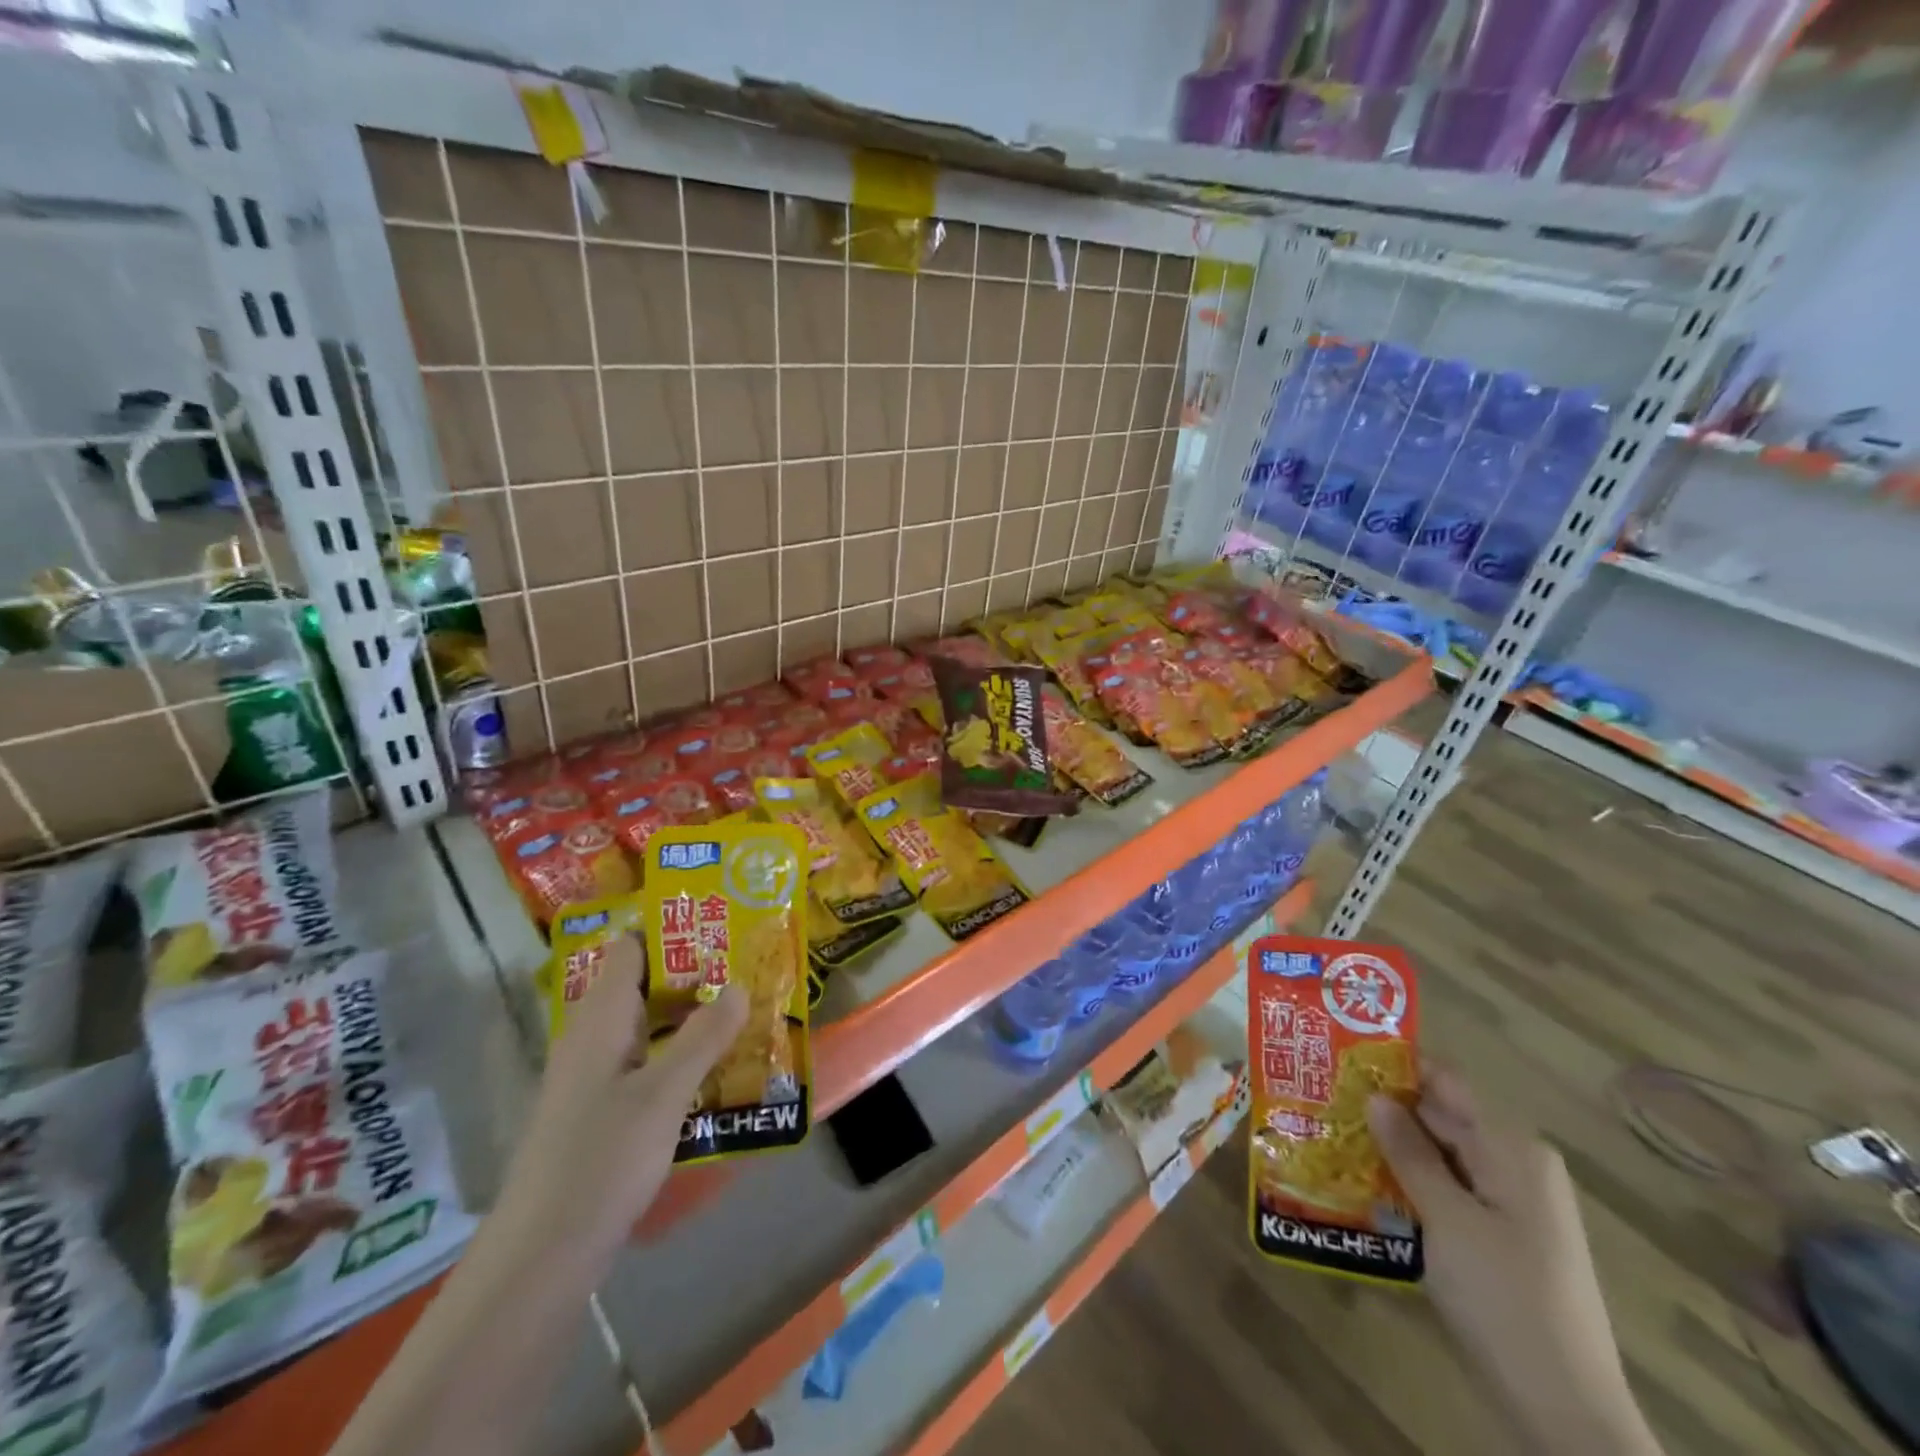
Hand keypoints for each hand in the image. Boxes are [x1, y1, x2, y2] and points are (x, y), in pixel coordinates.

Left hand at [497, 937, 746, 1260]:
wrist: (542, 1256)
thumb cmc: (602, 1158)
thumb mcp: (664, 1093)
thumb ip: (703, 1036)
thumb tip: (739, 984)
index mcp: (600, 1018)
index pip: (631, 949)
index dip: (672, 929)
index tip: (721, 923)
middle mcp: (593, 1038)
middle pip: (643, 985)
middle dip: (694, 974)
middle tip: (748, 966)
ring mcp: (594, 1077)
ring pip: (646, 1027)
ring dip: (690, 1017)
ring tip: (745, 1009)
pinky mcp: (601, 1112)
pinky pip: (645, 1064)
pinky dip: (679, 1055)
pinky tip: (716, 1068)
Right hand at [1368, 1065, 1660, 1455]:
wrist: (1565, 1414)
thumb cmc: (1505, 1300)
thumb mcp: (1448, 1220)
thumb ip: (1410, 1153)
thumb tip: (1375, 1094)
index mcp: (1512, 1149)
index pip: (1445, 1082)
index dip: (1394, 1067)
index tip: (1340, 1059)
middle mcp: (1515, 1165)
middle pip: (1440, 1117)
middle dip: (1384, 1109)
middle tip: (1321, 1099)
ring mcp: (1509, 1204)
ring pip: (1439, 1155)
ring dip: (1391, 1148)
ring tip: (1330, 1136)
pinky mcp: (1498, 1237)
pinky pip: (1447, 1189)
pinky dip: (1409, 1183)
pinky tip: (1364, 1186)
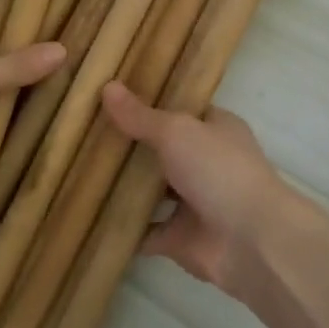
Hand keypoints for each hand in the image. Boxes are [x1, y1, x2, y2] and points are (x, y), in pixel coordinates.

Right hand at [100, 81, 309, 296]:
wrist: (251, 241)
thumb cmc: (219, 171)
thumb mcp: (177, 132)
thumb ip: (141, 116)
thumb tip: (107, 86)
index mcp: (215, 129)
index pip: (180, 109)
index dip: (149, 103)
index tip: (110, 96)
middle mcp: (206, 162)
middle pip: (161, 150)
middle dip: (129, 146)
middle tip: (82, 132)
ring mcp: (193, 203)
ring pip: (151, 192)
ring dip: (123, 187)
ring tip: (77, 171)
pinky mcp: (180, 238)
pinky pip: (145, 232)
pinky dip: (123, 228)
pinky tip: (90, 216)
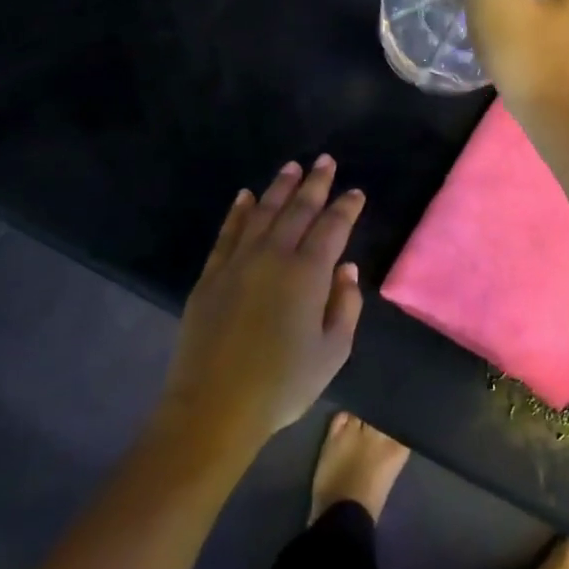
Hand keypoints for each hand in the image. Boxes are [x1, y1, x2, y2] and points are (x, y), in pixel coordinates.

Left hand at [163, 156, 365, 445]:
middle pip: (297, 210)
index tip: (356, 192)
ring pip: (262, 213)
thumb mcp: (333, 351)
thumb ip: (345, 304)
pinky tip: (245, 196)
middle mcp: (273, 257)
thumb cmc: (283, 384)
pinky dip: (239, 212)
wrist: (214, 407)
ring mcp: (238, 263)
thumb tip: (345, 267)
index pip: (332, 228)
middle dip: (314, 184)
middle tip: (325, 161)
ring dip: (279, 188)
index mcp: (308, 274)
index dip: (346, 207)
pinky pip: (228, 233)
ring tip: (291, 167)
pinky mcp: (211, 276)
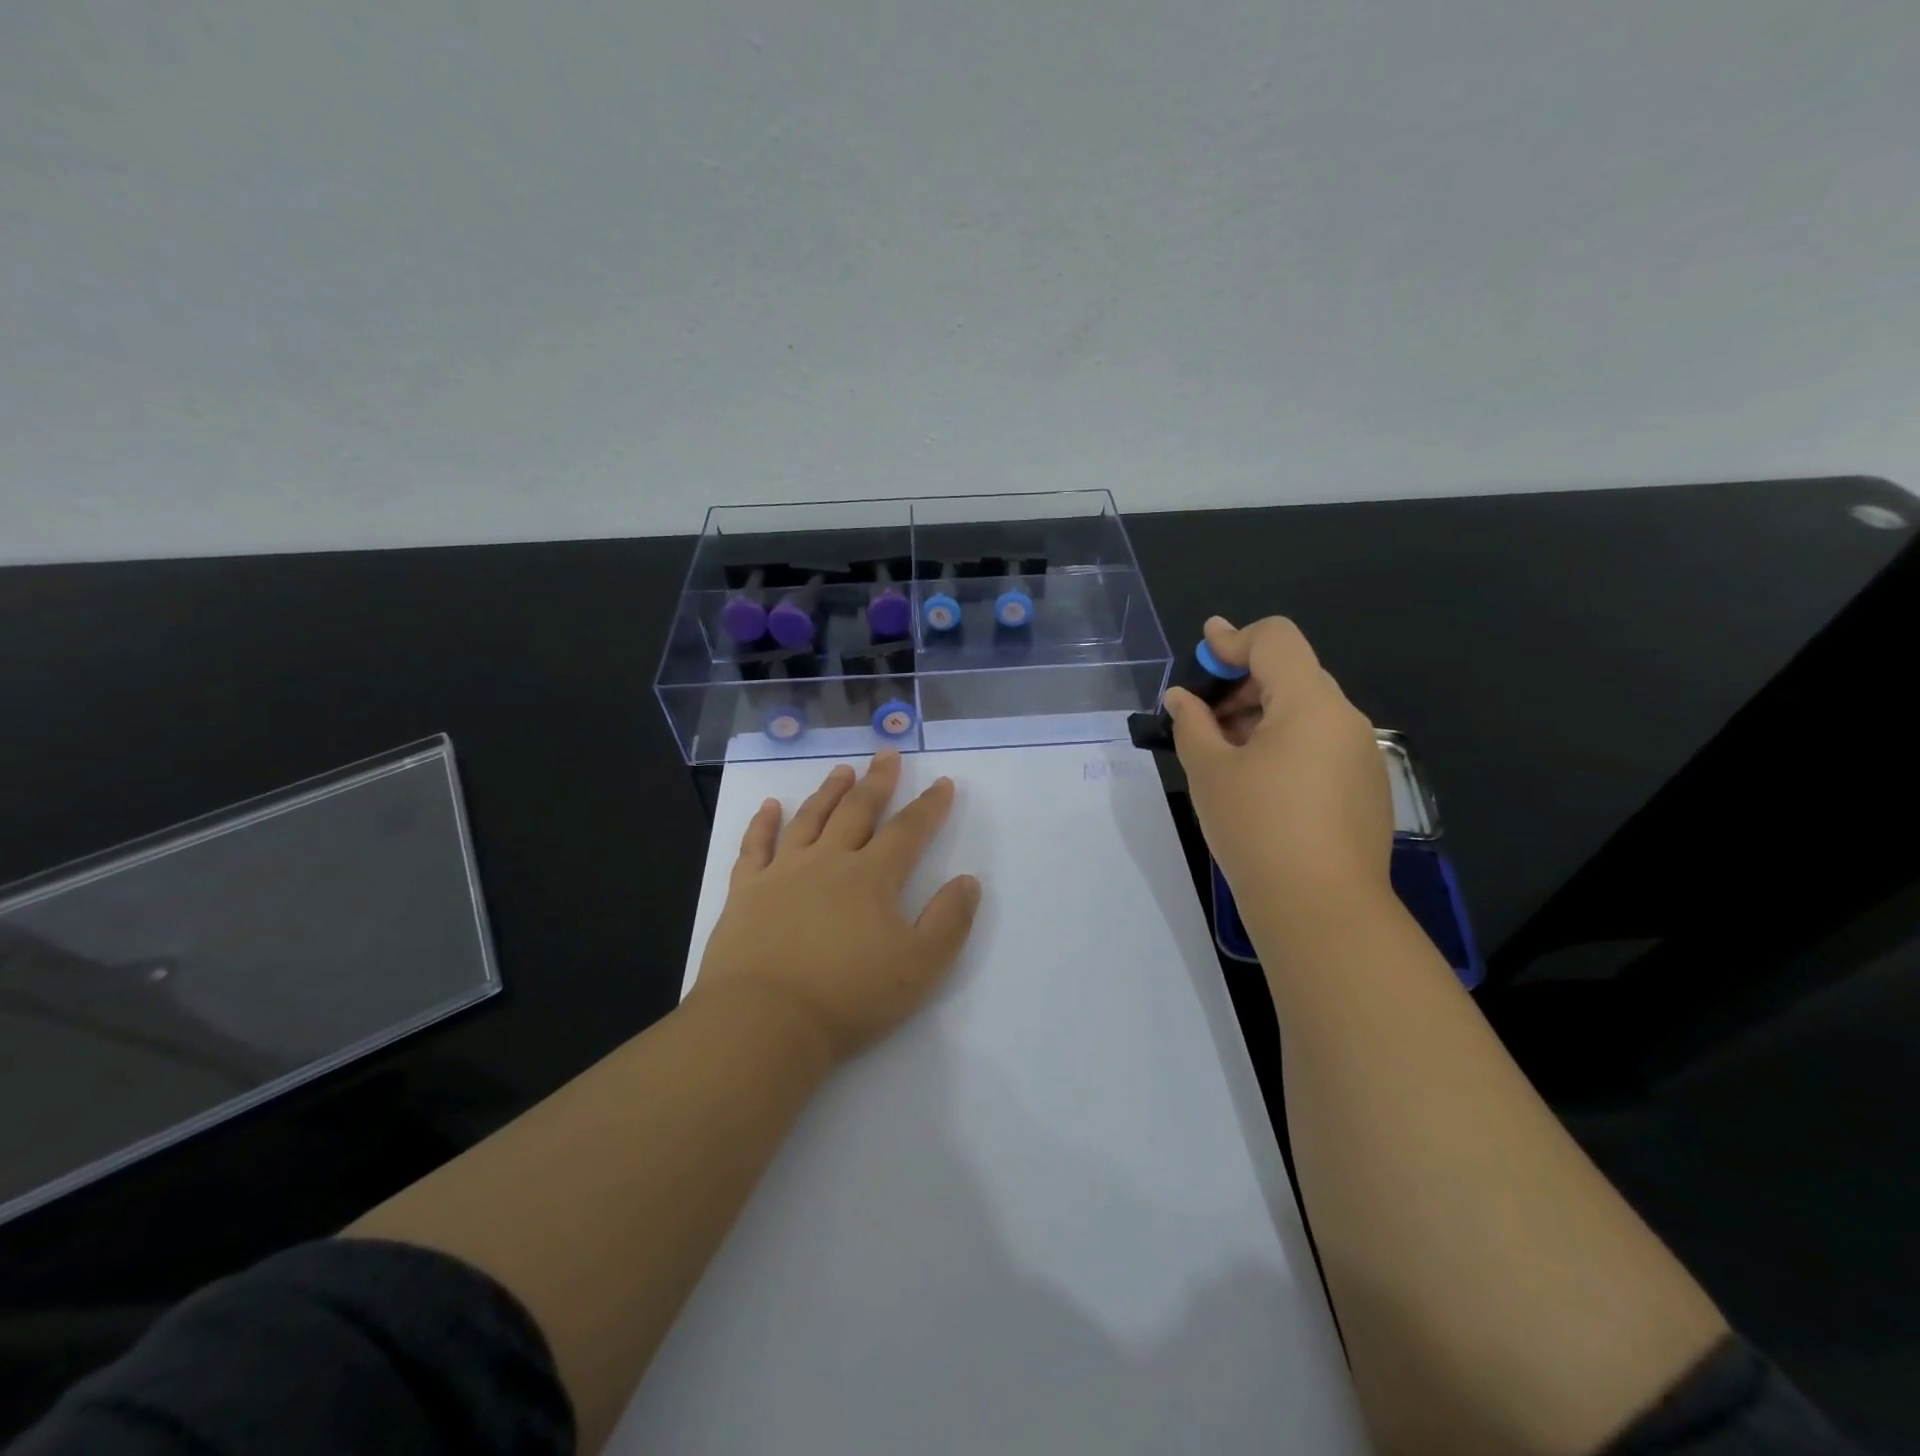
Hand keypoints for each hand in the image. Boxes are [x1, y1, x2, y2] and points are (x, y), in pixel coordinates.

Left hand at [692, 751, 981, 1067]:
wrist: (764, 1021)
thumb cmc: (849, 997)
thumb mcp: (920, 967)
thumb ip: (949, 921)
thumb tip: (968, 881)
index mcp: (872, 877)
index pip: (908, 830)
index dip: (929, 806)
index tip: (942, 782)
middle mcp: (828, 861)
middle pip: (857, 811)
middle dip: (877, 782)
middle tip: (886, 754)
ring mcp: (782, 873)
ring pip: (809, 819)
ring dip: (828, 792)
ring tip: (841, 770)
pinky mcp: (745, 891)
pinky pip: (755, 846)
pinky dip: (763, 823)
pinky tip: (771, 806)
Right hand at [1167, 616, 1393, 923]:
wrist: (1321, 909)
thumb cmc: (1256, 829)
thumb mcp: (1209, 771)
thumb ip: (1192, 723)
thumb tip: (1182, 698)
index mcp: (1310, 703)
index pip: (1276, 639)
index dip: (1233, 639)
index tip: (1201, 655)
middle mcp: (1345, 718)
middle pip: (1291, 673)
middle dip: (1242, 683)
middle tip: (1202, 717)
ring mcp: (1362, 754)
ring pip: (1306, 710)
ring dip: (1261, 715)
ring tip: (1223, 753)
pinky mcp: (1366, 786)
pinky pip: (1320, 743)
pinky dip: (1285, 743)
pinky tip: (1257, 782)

•••

● **Prompt**
When you give the entries again, keep them exact and omit any picture they contain.

● **Answer for this exercise**
Hand keypoints for each hand in the image. Boxes are [x1, y1, x2, y2] and points are (x, y), in pixel coordinates.

Left hand at [497, 937, 746, 1260]:
wrist: (542, 1256)
thumb cmc: (602, 1158)
thumb mcp: (664, 1093)
thumb ip: (703, 1036)
thumb tip: (739, 984)
index mcp: (600, 1018)
index pip: (631, 949)
index dip: (672, 929)
index tip: (721, 923)
middle mcp: (593, 1038)
middle pip: (643, 985)
middle dip: (694, 974)
middle tip: (748, 966)
ring mcp: (594, 1077)
ring pip: (646, 1027)
ring dip: (690, 1017)
ring tip: (745, 1009)
pinky mcp: (601, 1112)
pinky pip: (645, 1064)
pinky dip: (679, 1055)
pinky tip: (716, 1068)
Right hand at [1368, 1065, 1660, 1455]:
wrist: (1565, 1414)
thumb cmc: (1505, 1300)
thumb mcp: (1448, 1220)
thumb ip: (1410, 1153)
thumb tip: (1375, 1094)
index mcp: (1512, 1149)
index pip: (1445, 1082)
index dip: (1394, 1067)
index tip: (1340, 1059)
middle mcp: (1515, 1165)
middle pip: (1440, 1117)
middle dip: (1384, 1109)
middle tip: (1321, 1099)
ring mcp: (1509, 1204)
ring pip: (1439, 1155)
ring dip: (1391, 1148)
ring tip: (1330, 1136)
pinky mcp: (1498, 1237)
pinky pip: (1447, 1189)
pinky dip: (1409, 1183)
pinky tip: (1364, 1186)
Hand keypoints for each hand in the image. Boxes are [x1, y1, x2, y2] and points are (x, y), in pixel coordinates.

Right hand at [100, 81, 309, 296]:
wrist: (251, 241)
thumb cmc: (219, 171)
thumb mcp: (177, 132)
thumb ip: (141, 116)
thumb tip: (107, 86)
index mcp: (215, 129)
index pip: (180, 109)
index dip: (149, 103)
index tip: (110, 96)
middle mcp: (206, 162)
middle pip: (161, 150)
middle dip: (129, 146)
middle tip: (82, 132)
ring mcp: (193, 203)
ring pip: (151, 192)
ring dip: (123, 187)
ring tip: (77, 171)
pinky mcp: (180, 238)
pinky pip: (145, 232)
pinky dip: (123, 228)
pinky tip: (90, 216)
Hand keypoints for each hand in the image. Boxes are [x1, y1, x2, y2] and points are (x, y), in pixel coordinates.

Left hand at [163, 156, 365, 445]:
middle pip: (297, 210)
index tip: (356, 192)
ring pip: (262, 213)
thumb mcp: (333, 351)
thumb ip: (345, 304)
pinky tip: (245, 196)
middle mcp: (273, 257)
thumb cmc: (283, 384)
pinky dip: (239, 212)
wrist: (214, 407)
ring mcp: (238, 263)
thumb tip: (345, 267)
index pip: (332, 228)
middle dip: (314, 184)
middle tip: (325, 161)
ring dip: (279, 188)
index mcp: (308, 274)
index dip: (346, 207)
pinky pip: (228, 233)
ring tip: (291, 167)
pinky mcp: (211, 276)
Hand keypoints for each hand in the image. Boxes are [x1, y1, x2, y2] and points are (x, y), in pixel coordinates.

Left hand at [692, 751, 981, 1067]:
wrist: (764, 1021)
thumb cmc: (849, 997)
thumb mcp: (920, 967)
thumb ip: (949, 921)
thumb tip: (968, 881)
index mcp: (872, 877)
index pip: (908, 830)
index dip: (929, 806)
index tip: (942, 782)
middle mcp: (828, 861)
middle pip: (857, 811)
middle dip: (877, 782)
middle tip: (886, 754)
ring mcp: (782, 873)
ring pip: (809, 819)
ring dip: (828, 792)
ring tip: (841, 770)
pinky mcp: (745, 891)
pinky pip: (755, 846)
pinky dip: (763, 823)
pinky tip: (771, 806)
Right hand at [1167, 616, 1393, 923]:
wrist: (1321, 909)
thumb cmc: (1256, 829)
thumb mcp: (1209, 771)
thumb ip: (1192, 723)
thumb tip: (1182, 698)
index mcp: (1310, 703)
index pip: (1276, 639)
index dip: (1233, 639)
index tip: (1201, 655)
middle mcp: (1345, 718)
middle pip: (1291, 673)
middle dip: (1242, 683)
middle tip: (1202, 717)
ring mcp: (1362, 754)
ring pip: (1306, 710)
ring dip: (1261, 715)
ring tip: (1223, 753)
pinky mcp: (1366, 786)
pinky pip: (1320, 743)
pinky dip: (1285, 743)
pinky tip: (1257, 782)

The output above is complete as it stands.